An exact reproduction of all entries is required.

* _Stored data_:
*** Begin section ***

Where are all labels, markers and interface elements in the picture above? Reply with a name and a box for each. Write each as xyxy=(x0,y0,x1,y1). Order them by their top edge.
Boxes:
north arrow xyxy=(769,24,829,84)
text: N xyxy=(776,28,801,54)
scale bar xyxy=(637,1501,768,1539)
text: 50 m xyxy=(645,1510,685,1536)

*** End section ***

* _ANSWER SECTION_:
Where are all labels, markers and interface elements in the picture above? Reply with a name and a box for each. Write each as xyxy=(x0,y0,x1,y1). Order them by their top edge.
Boxes:
north arrow xyxy=(769,24,829,84)
text: N xyxy=(776,28,801,54)
scale bar xyxy=(637,1501,768,1539)
text: 50 m xyxy=(645,1510,685,1536)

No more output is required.